_TASK REQUIREMENTS:_ Please copy out all lines of the entries that contain the word "roads".

_INPUT:_
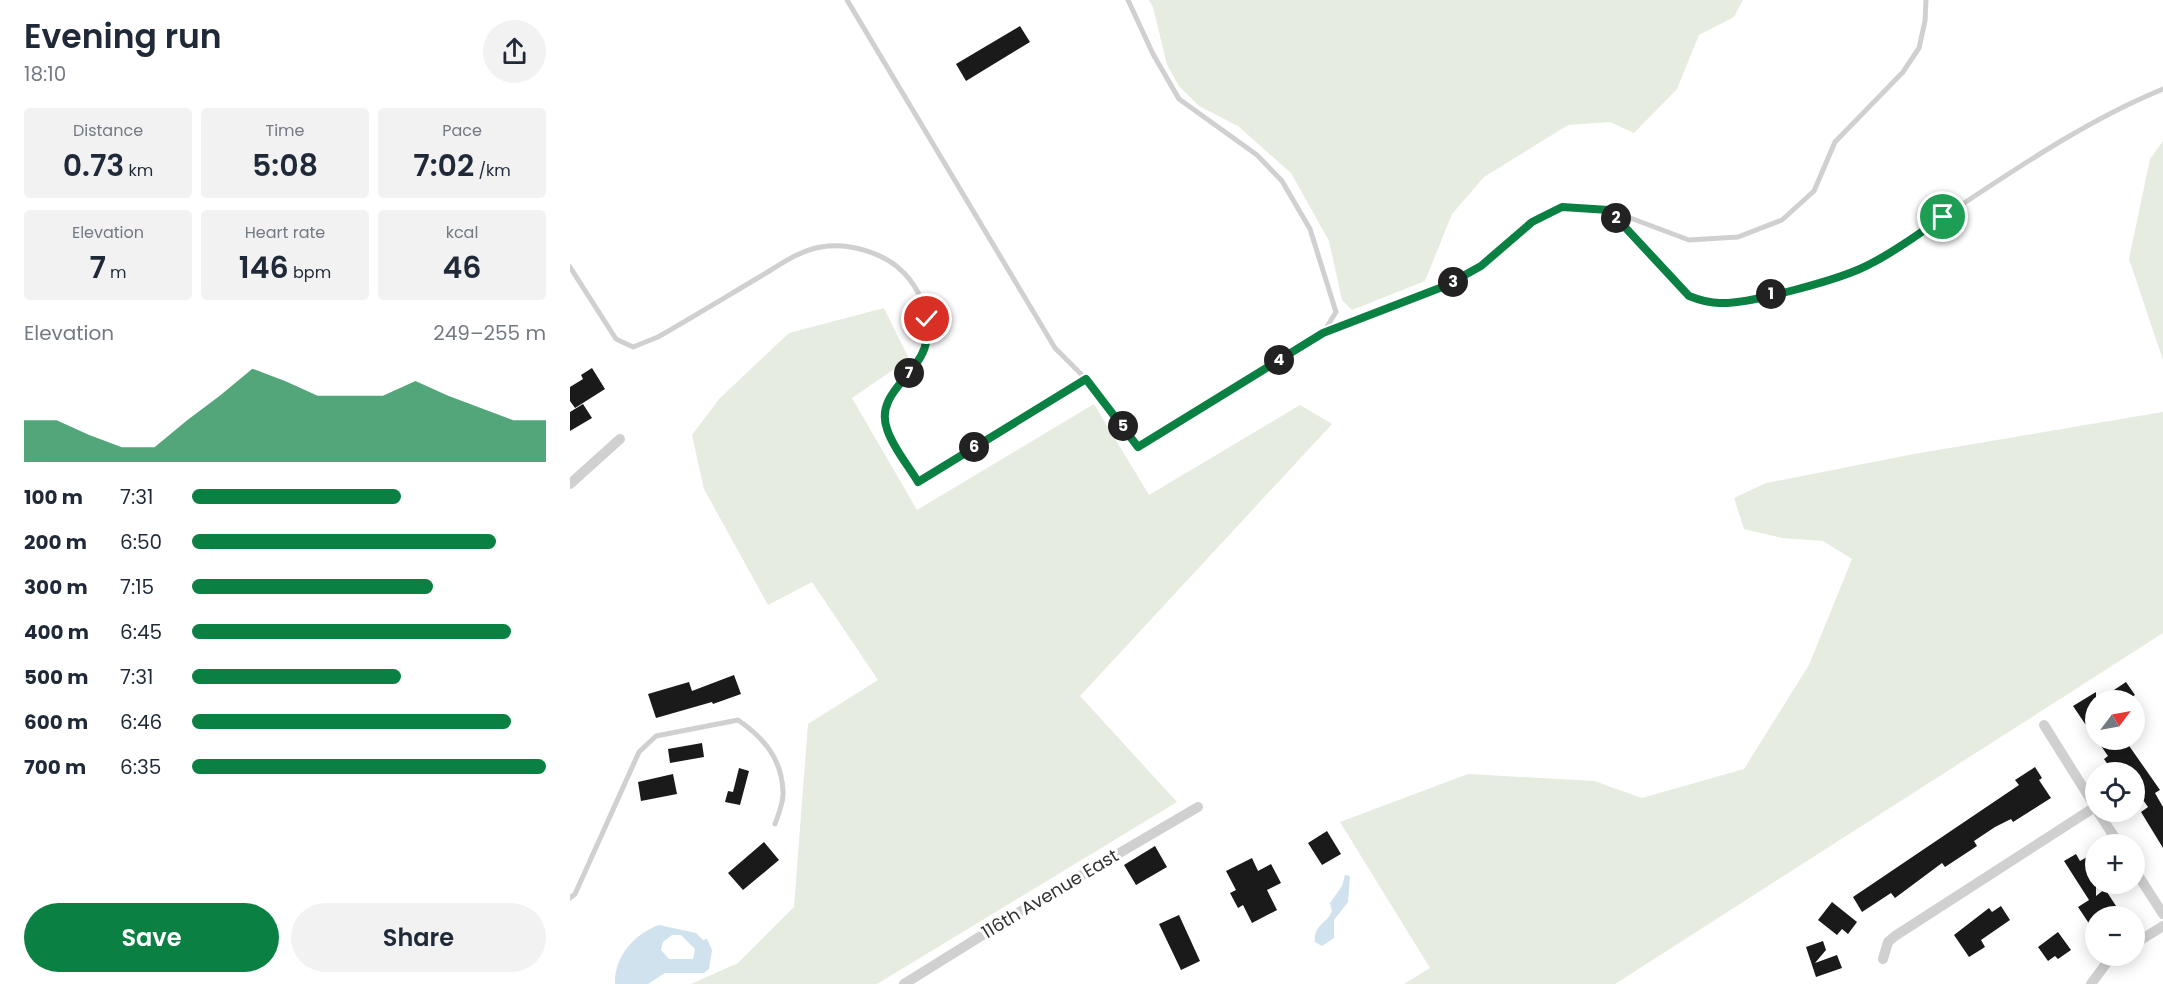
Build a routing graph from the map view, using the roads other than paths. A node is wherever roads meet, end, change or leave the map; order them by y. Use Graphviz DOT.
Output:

...

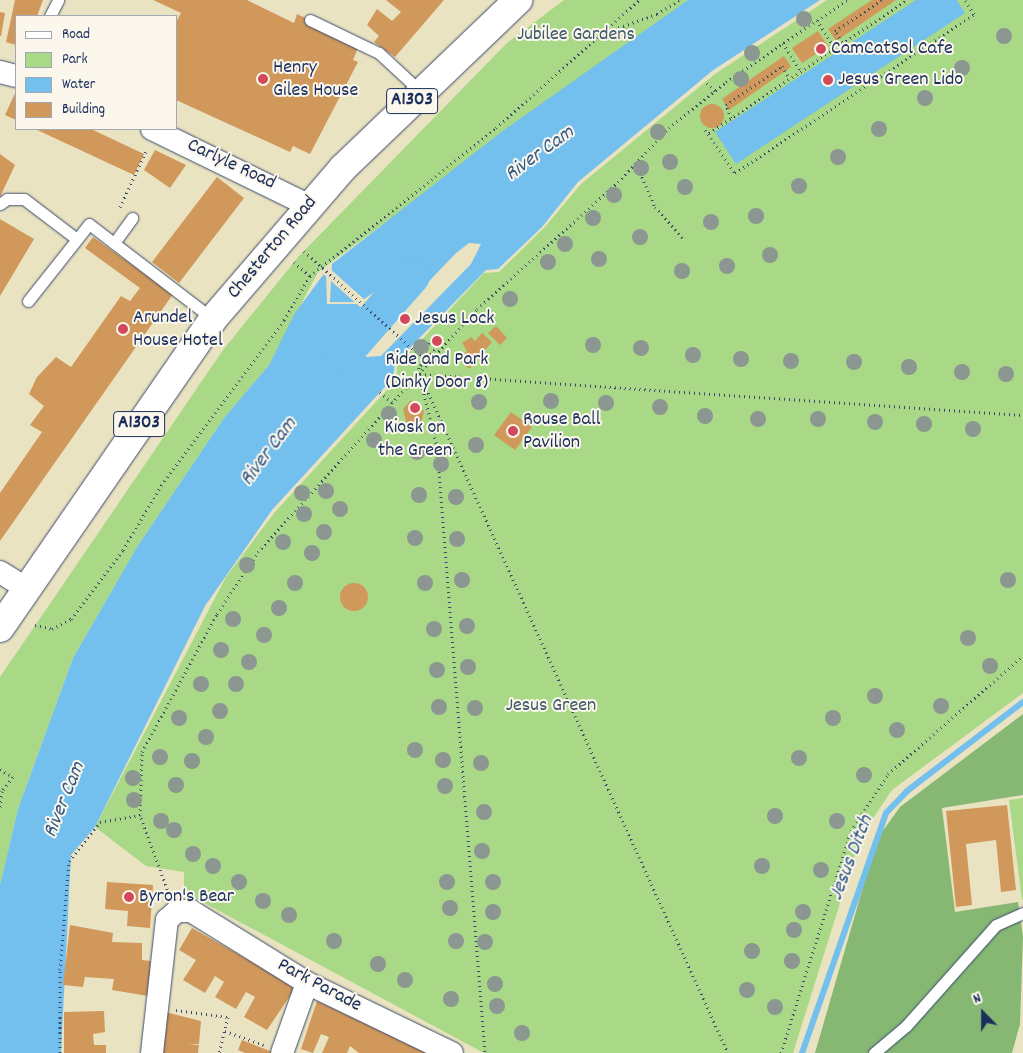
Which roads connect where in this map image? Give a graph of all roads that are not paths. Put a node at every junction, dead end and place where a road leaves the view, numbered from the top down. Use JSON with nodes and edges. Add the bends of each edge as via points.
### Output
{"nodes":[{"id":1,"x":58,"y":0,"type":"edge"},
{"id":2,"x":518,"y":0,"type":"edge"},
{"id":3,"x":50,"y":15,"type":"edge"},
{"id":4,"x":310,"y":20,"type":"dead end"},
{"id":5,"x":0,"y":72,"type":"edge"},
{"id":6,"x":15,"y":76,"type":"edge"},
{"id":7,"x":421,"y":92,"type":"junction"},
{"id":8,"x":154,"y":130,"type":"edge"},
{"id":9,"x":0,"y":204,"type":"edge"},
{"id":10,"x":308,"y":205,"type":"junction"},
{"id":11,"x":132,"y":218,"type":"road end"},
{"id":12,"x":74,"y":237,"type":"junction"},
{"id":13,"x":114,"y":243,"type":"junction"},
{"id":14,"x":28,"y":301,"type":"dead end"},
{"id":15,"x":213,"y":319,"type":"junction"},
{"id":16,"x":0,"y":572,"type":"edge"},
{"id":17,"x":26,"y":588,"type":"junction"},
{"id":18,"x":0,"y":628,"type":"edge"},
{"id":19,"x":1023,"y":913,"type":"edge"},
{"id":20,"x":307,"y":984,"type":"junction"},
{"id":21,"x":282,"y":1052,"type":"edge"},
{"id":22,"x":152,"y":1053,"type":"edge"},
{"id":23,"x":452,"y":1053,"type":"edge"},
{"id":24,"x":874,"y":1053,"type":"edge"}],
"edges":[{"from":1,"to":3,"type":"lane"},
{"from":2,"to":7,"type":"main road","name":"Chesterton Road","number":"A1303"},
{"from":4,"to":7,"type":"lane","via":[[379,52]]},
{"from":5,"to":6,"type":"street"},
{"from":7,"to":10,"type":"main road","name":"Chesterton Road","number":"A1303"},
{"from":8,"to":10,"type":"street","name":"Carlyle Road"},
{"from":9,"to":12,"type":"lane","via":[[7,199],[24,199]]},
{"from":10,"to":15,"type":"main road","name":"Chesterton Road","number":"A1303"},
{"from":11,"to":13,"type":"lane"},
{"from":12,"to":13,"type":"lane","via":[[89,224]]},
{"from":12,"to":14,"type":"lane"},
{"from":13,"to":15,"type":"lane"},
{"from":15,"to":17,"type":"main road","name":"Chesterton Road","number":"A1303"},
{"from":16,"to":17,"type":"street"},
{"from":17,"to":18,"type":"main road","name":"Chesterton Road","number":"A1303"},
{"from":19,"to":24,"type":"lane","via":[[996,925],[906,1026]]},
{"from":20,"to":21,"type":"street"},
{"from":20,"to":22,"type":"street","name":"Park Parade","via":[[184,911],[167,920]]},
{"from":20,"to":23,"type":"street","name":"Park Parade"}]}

_ANSWER FOR THE TASK:_
Build a routing graph from the map view, using the roads other than paths. A node is wherever roads meet, end, change or leave the map; order them by y. Use Graphviz DOT.
Which roads connect where in this map image? Give a graph of all roads that are not paths. Put a node at every junction, dead end and place where a road leaves the view, numbered from the top down. Use JSON with nodes and edges. Add the bends of each edge as via points.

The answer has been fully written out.